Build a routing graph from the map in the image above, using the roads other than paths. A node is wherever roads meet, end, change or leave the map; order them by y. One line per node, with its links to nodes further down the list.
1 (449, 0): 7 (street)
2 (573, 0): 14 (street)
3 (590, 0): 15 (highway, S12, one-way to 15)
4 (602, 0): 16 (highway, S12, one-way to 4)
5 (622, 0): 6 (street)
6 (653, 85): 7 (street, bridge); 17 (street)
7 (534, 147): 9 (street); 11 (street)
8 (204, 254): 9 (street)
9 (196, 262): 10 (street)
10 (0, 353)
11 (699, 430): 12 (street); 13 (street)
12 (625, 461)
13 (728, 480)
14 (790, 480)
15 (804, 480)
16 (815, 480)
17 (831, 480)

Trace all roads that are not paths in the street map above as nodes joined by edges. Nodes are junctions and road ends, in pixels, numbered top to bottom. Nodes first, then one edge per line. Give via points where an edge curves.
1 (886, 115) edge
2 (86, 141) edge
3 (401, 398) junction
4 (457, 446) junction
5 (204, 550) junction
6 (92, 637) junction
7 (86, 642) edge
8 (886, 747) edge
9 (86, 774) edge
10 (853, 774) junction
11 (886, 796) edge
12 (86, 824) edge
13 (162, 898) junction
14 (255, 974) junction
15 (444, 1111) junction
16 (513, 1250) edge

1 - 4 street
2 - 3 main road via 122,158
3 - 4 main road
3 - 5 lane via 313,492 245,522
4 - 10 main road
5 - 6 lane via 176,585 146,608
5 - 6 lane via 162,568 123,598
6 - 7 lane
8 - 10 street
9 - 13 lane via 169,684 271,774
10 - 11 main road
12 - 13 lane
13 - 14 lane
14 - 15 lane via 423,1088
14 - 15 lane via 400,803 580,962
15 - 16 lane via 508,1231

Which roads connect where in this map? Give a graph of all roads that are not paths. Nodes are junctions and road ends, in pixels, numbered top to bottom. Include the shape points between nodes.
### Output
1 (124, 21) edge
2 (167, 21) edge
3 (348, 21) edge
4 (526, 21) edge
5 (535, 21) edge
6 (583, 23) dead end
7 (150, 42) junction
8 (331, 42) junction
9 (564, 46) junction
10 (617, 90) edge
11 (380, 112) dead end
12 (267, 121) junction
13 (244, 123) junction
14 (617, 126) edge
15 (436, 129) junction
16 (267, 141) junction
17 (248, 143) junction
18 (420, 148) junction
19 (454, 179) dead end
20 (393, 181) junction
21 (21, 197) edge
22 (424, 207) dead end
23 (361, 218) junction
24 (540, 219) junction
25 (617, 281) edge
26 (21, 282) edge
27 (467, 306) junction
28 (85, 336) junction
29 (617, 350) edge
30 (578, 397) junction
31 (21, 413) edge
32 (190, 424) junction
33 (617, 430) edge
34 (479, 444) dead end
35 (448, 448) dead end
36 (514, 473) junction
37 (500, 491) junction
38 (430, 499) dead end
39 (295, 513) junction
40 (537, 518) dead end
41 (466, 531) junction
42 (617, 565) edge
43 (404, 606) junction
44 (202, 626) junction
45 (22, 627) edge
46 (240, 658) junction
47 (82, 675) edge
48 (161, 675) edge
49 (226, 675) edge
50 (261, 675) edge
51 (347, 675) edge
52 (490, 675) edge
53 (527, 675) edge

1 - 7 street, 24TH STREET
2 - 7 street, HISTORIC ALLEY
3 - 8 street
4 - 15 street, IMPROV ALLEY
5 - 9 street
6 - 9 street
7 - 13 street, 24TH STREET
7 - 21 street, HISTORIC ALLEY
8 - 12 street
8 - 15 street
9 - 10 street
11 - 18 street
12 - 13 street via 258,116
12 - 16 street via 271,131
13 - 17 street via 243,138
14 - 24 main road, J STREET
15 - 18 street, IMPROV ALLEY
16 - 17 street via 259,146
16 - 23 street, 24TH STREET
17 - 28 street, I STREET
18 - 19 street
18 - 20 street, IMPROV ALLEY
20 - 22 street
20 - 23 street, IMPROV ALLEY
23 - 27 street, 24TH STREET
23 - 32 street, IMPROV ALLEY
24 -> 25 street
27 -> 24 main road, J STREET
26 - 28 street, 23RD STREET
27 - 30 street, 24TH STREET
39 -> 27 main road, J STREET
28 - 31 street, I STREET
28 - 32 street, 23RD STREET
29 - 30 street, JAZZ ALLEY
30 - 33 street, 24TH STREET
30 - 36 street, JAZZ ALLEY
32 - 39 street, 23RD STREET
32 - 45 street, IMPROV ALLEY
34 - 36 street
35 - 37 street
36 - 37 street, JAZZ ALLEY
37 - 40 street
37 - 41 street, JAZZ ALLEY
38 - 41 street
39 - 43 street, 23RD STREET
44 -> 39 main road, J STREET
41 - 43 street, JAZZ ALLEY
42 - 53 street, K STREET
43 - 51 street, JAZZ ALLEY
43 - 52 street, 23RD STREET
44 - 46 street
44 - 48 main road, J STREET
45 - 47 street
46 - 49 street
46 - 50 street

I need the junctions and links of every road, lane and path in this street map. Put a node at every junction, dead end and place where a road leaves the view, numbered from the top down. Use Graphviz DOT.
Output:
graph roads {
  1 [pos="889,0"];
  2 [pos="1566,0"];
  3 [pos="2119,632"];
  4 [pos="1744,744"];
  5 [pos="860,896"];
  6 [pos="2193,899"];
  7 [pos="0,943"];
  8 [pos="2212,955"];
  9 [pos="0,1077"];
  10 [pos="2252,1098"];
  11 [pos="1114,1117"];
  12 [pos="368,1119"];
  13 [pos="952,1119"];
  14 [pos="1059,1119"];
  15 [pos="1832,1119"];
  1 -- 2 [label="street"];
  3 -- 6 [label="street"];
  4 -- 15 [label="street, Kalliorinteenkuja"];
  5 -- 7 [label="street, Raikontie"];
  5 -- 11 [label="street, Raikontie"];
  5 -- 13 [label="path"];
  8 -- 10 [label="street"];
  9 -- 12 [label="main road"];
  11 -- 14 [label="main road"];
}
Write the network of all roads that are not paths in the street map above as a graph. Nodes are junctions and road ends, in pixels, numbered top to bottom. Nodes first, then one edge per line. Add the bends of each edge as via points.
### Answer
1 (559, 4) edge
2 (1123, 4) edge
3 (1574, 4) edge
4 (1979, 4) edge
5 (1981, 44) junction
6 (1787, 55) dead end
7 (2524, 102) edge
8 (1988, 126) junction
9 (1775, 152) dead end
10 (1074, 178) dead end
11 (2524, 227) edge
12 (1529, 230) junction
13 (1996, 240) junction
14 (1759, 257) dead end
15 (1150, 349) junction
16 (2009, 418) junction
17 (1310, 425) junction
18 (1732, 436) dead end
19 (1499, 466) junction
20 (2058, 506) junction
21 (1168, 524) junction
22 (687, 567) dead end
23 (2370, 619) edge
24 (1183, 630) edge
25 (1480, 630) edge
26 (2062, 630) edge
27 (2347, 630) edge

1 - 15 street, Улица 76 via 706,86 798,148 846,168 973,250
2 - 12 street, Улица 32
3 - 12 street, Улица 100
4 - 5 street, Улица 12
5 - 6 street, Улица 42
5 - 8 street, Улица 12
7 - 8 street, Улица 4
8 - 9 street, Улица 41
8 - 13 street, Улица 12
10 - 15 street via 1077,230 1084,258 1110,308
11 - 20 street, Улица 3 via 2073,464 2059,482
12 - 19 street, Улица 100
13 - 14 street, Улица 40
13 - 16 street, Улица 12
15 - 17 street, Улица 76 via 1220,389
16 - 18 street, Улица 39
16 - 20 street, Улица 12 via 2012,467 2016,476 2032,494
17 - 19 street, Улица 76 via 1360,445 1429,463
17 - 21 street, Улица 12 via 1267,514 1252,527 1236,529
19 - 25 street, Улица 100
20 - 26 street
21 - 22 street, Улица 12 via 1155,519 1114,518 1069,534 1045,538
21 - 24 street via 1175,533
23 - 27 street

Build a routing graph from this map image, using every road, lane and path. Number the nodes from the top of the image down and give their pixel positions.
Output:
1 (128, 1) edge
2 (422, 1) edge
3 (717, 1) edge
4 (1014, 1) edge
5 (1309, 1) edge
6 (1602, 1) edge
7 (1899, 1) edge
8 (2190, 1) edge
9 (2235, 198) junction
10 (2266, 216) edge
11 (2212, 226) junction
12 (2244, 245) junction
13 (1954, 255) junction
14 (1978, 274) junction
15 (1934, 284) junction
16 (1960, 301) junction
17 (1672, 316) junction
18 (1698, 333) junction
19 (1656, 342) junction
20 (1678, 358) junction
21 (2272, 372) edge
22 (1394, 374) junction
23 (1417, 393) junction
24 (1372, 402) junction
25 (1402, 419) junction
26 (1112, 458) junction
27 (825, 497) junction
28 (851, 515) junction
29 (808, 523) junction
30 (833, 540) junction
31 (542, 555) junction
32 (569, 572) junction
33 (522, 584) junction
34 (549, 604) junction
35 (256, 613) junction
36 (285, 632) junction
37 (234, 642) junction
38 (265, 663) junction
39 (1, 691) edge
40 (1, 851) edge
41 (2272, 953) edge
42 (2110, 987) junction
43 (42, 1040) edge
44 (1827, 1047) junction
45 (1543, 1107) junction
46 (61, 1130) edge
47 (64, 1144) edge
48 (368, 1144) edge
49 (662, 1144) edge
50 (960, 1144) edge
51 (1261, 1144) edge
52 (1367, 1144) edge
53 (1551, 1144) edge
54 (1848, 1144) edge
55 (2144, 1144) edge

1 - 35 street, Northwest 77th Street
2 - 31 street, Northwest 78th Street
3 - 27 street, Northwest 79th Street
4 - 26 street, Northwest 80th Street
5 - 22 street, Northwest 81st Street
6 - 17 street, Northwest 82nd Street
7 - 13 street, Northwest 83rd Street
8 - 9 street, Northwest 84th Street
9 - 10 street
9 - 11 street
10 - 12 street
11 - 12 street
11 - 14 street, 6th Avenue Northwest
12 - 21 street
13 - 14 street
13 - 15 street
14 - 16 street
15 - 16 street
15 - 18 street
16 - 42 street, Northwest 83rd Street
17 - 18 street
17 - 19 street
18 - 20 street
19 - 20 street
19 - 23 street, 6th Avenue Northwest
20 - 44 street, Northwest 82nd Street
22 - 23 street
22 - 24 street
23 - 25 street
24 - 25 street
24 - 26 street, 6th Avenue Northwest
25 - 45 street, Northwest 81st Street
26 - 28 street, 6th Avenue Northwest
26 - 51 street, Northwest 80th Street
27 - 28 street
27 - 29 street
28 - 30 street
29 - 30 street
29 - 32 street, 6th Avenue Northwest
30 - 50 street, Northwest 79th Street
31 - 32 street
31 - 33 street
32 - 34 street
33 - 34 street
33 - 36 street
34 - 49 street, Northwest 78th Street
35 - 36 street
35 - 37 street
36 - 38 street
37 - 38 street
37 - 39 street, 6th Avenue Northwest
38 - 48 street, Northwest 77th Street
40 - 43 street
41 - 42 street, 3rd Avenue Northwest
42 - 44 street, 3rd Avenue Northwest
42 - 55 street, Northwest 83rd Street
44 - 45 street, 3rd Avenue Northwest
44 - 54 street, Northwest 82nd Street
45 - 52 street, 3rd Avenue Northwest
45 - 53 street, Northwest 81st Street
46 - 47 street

● WHAT YOU HAVE TO DO: List the lines of the entries that include "first".

● SOLUTION:
Trace all roads that are not paths in the street map above as nodes joined by edges. Nodes are junctions and road ends, in pixels, numbered top to bottom. Nodes first, then one edge per line. Give via points where an edge curves.
Write the network of all roads that are not paths in the street map above as a graph. Nodes are junctions and road ends, in pixels, numbered top to bottom. Nodes first, then one edge per line. Add the bends of each edge as via points.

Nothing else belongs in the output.